Amoxapine has been associated with a low rate of minor serum aminotransferase elevations during the treatment. The usage of drugs has shown rare instances of clinically apparent acute liver injury. Long-term therapy with Amoxapine is found to have fewer liver test abnormalities.


  • Amoxapine is effective in both reactive and neurotic depression and major endogenous depressive disorders.

  • Amoxapine interrupts the transmission of norepinephrine but also blocks histamines and cholinergic receptors, accounting for mild sedative effects.

  • Amoxapine has effects that are similar to those of major tranquilizers.
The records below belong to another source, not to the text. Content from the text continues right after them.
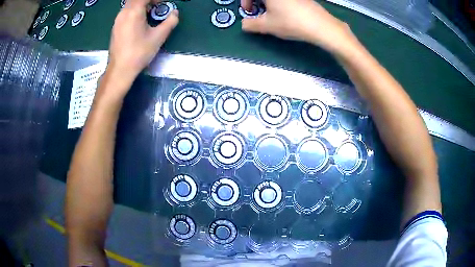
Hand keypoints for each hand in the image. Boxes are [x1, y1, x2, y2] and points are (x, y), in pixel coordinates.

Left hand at [107, 0, 177, 86]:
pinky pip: (126, 12)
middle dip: (148, 1)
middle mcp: (123, 12)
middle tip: (157, 7)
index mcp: (133, 12)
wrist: (120, 69)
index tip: (163, 3)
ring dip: (141, 5)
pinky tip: (140, 22)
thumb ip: (170, 22)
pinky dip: (135, 11)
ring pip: (130, 5)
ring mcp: (117, 20)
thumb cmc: (139, 52)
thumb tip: (175, 13)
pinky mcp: (115, 27)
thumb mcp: (158, 37)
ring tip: (150, 14)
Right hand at [241, 0, 355, 52]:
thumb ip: (250, 24)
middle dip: (256, 2)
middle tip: (258, 12)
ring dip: (268, 3)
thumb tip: (245, 24)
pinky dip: (280, 3)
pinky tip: (286, 12)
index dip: (245, 2)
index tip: (248, 12)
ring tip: (272, 14)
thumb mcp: (267, 26)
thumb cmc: (290, 22)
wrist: (321, 25)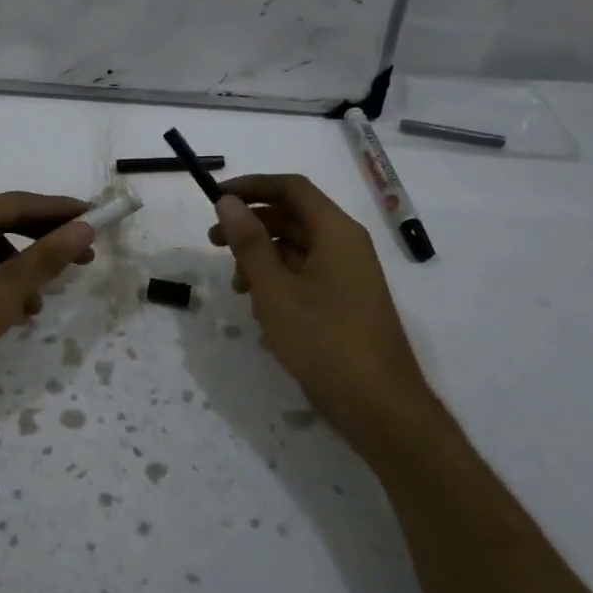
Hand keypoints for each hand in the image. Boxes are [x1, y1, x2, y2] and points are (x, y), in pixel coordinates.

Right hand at [210, 175, 432, 448]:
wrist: (378, 405)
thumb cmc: (323, 341)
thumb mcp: (274, 290)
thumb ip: (248, 242)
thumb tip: (227, 201)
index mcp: (335, 231)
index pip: (291, 188)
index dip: (251, 187)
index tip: (215, 198)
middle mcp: (345, 244)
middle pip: (292, 216)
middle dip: (250, 225)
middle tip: (213, 242)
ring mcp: (348, 274)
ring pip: (296, 247)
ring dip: (261, 257)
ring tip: (236, 287)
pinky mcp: (345, 300)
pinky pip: (306, 274)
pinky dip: (278, 280)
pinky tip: (260, 310)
Therefore, it works better in patients who are agitated or have anxiety and depression.

What Side Effects Can the Patient Expect With Amoxapine?

The serious side effects that occur with the use of Amoxapine are as follows:

  • Irregular or rapid heartbeat.

  • Tremors.

  • Flu-like symptoms.

  • Rash.

  • Confusion.

  • Difficulties with speech.

  • Chest pain.

  • Hives.

  • Hostility.

  • Increased depression.

  • Serious blood problems include agranulocytosis (deficiency of granulocytes in the blood, causing an increased risk of infection), thrombocytopenia (low platelet level), or liver problems.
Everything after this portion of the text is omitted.